Capture1.PNG (39.83 KiB) Viewed 2622 times
User avatar
BSOD2600
Cacti Moderator
Posts: 12171
Joined: Sat May 08, 2004 12:44 pm
Location: USA

Re: All graphs stopped updating, showing NAN values

Post by BSOD2600 »

That's quite the ancient system ;) Cacti 0.8.8f is the current release, btw.

Change the cacti.log logging level back down to low or medium. I'd stop logging the WEBLOG entries too. Now, is the poller running every 5 minutes? Any errors?
mxljosh
Posts: 17
Joined: Fri Aug 09, 2013 4:58 pm

Re: All graphs stopped updating, showing NAN values

Post by mxljosh »

Yes, I inherited this install and it's pretty customized as well as important to the company. I didn't want to touch it unless I had to. Guess now is that time. So I changed the logging to medium and disabled the WEBLOG entries and nothing shows up in the logs unless I "su - cactiuser" and then run "/usr/bin/php /var/www/html/cacti/log/poller.php" but I do see that the poller is being run every 5 minutes via cron:

Aug 18 13:35:01 cacti crond[4386]: (root) CMD (cactiuser /usr/bin/php /var/www/html/cacti/poller.php > /dev/null 2>&1)
Aug 18 13:40:01 cacti crond[4405]: (root) CMD (cactiuser /usr/bin/php /var/www/html/cacti/poller.php > /dev/null 2>&1)
Aug 18 13:45:01 cacti crond[4424]: (root) CMD (cactiuser /usr/bin/php /var/www/html/cacti/poller.php > /dev/null 2>&1)
Aug 18 13:50:01 cacti crond[4443]: (root) CMD (cactiuser /usr/bin/php /var/www/html/cacti/poller.php > /dev/null 2>&1)
Aug 18 13:55:01 cacti crond[4465]: (root) CMD (cactiuser /usr/bin/php /var/www/html/cacti/poller.php > /dev/null 2>&1)
Aug 18 14:00:01 cacti crond[4484]: (root) CMD (cactiuser /usr/bin/php /var/www/html/cacti/poller.php > /dev/null 2>&1)

I am really at a loss here.
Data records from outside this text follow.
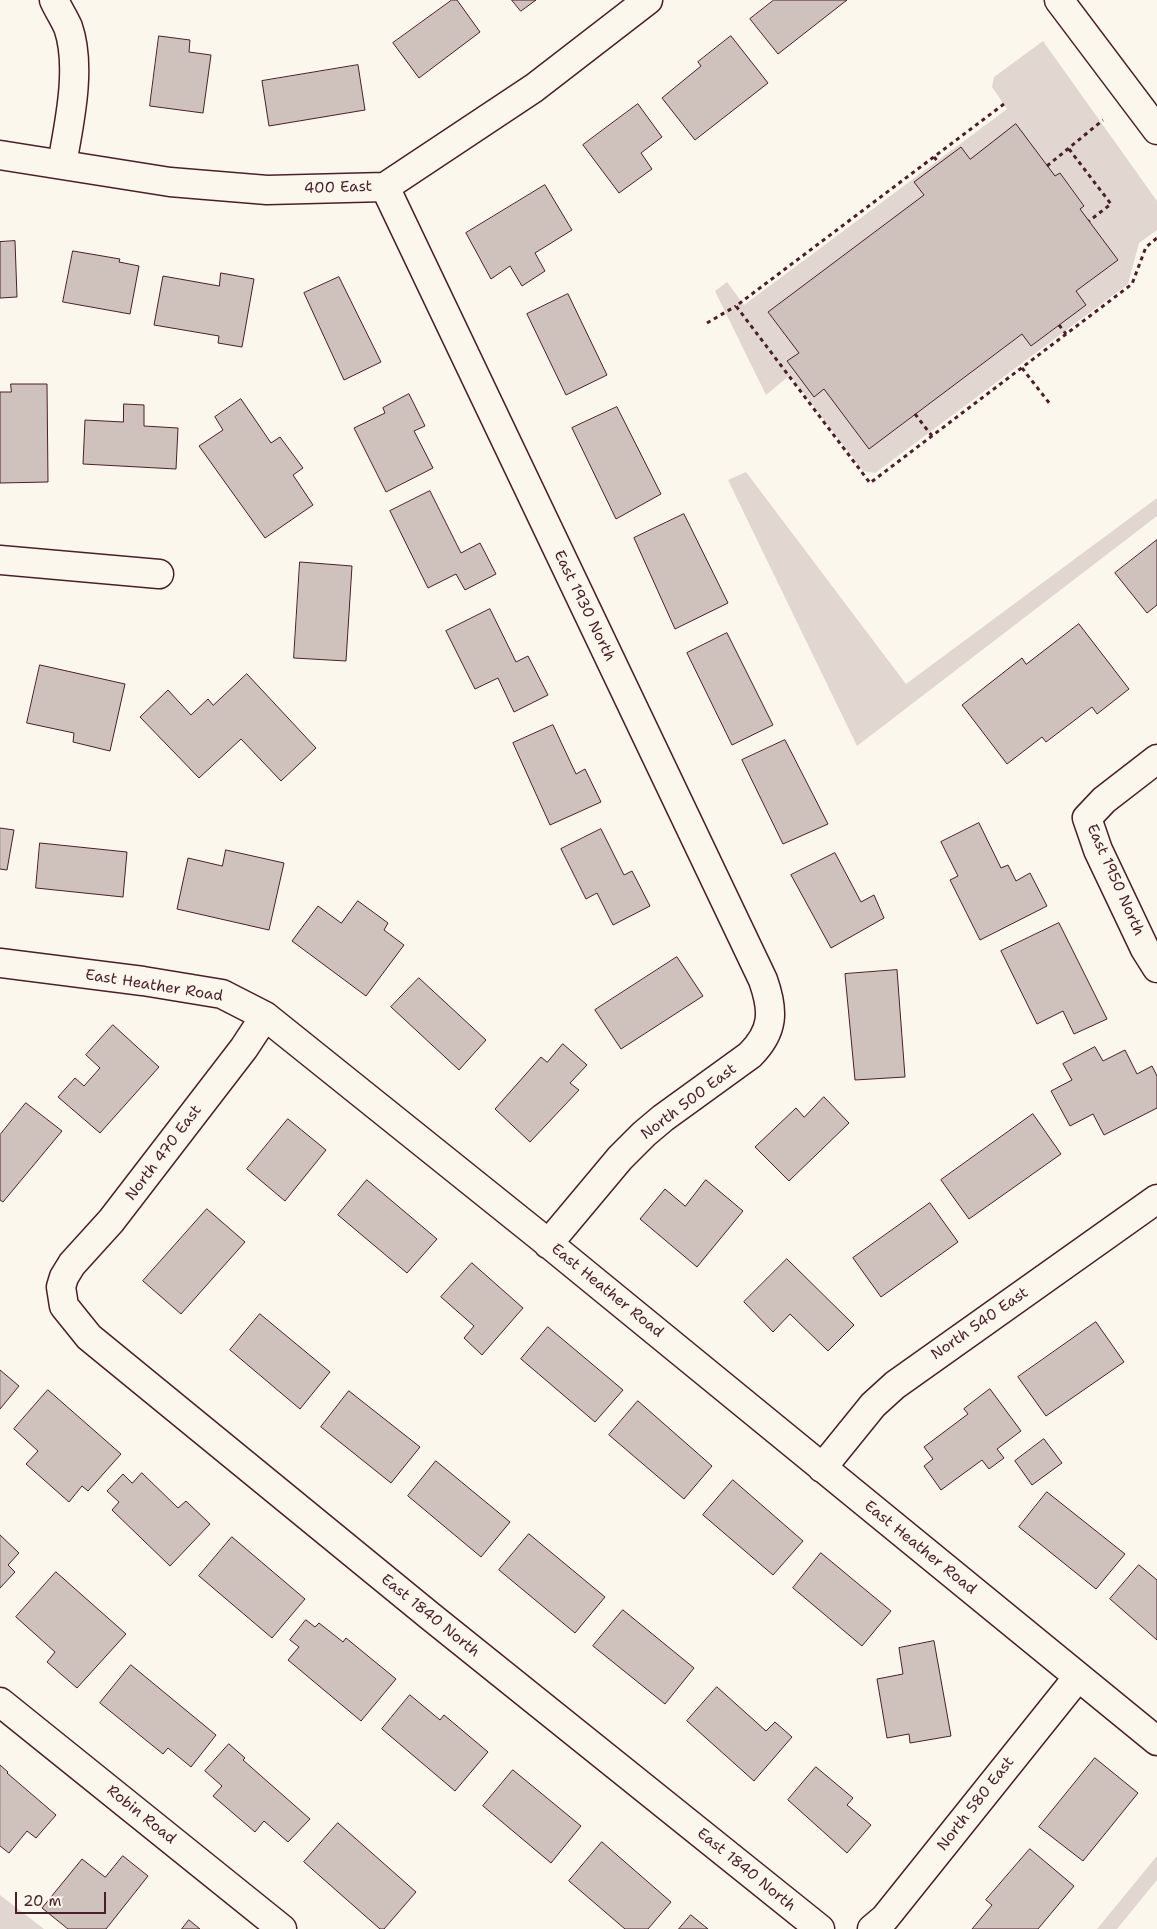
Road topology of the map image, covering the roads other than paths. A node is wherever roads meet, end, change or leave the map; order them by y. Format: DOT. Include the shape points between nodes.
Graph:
graph roads {
  1 [pos="54,0"];
  2 [pos="648,0"];
  3 [pos="1059,0"];
  4 [pos="1157,130"];
  5 [pos="0,155"];
  6 [pos="62,164"];
  7 [pos="385,187"];
  8 [pos="0,560"];
  9 [pos="159,574"];
  10 [pos="1157,759"];
  11 [pos="0,963"];
  12 [pos="1157,968"];
  13 [pos="266,1016"];
  14 [pos="769,1028"];
  15 [pos="1157,1199"];
  16 [pos="548,1244"];
  17 [pos="61,1288"];
  18 [pos="822,1468"];
  19 [pos="1078,1677"];
  20 [pos="0,1702"];
  21 [pos="1157,1741"];
  22 [pos="282,1929"];
  23 [pos="820,1929"];
  24 [pos="872,1929"];
  1 -- 6 [label="street" via="68,27 73,48 74,85"];
  2 -- 7 [label="street, 400 East" via="534,88"];
  3 -- 4 [label="street"];
  5 -- 6 [label="street, 400 East"];
  6 -- 7 [label="street, 400 East" via="170,182 267,190"];
  7 -- 14 [label="street, East 1930 North" via="763,980 770,1004"];
  8 -- 9 [label="street"];
  10 -- 12 [label="street, East 1950 North" via="1104,800 1087,818 1098,850"];
  11 -- 13 [label="street, East Heather Road" via="222,994"];
  13 -- 16 [label="street, East Heather Road"];
  13 -- 17 [label="street, North 470 East" via="111,1221 72,1264"];
  14 -- 16 [label="street, North 500 East" via="750,1055 644,1134"];
  15 -- 18 [label="street, North 540 East" via="895,1385 873,1405"];
  16 -- 18 [label="street, East Heather Road"];
  17 -- 23 [label="street, East 1840 North" via="64,1306 89,1337"];
  18 -- 19 [label="street, East Heather Road"];
  19 -- 21 [label="street, East Heather Road"];
  19 -- 24 [label="street, North 580 East" via="885,1918"];
  20 -- 22 [label="street, Robin Road"];
}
Any ideas/input is greatly appreciated! I really doubt upgrading to the latest version will fix this issue, but if that is what is recommended I'll take a snapshot and give that a try.
mxljosh
Posts: 17
Joined: Fri Aug 09, 2013 4:58 pm

Re: All graphs stopped updating, showing NAN values

Post by mxljosh »

Ok, I took a snapshot of the VM and upgraded to the latest version. I am having the same problem. Here is something odd. When I click on the "system utilities" > "technical support" it only shows 18 data sources (I Just added 2 devices with 9 data sources each). It almost as if it's not seeing these other 1700 that exist. I'm really losing my mind on this one!!!
User avatar
BSOD2600
Cacti Moderator
Posts: 12171
Joined: Sat May 08, 2004 12:44 pm
Location: USA

Re: All graphs stopped updating, showing NAN values

Post by BSOD2600 »

see if there are any db issues and run: /var/www/html/cacti/cli/repair_database.php
SELinux permission issue?

if you manually run usr/bin/php /var/www/html/cacti/poller.php, you should see the output on the console. does it run? errors?
mxljosh
Posts: 17
Joined: Fri Aug 09, 2013 4:58 pm

Re: All graphs stopped updating, showing NAN values

Post by mxljosh »

Thanks for the reply. SElinux is disabled.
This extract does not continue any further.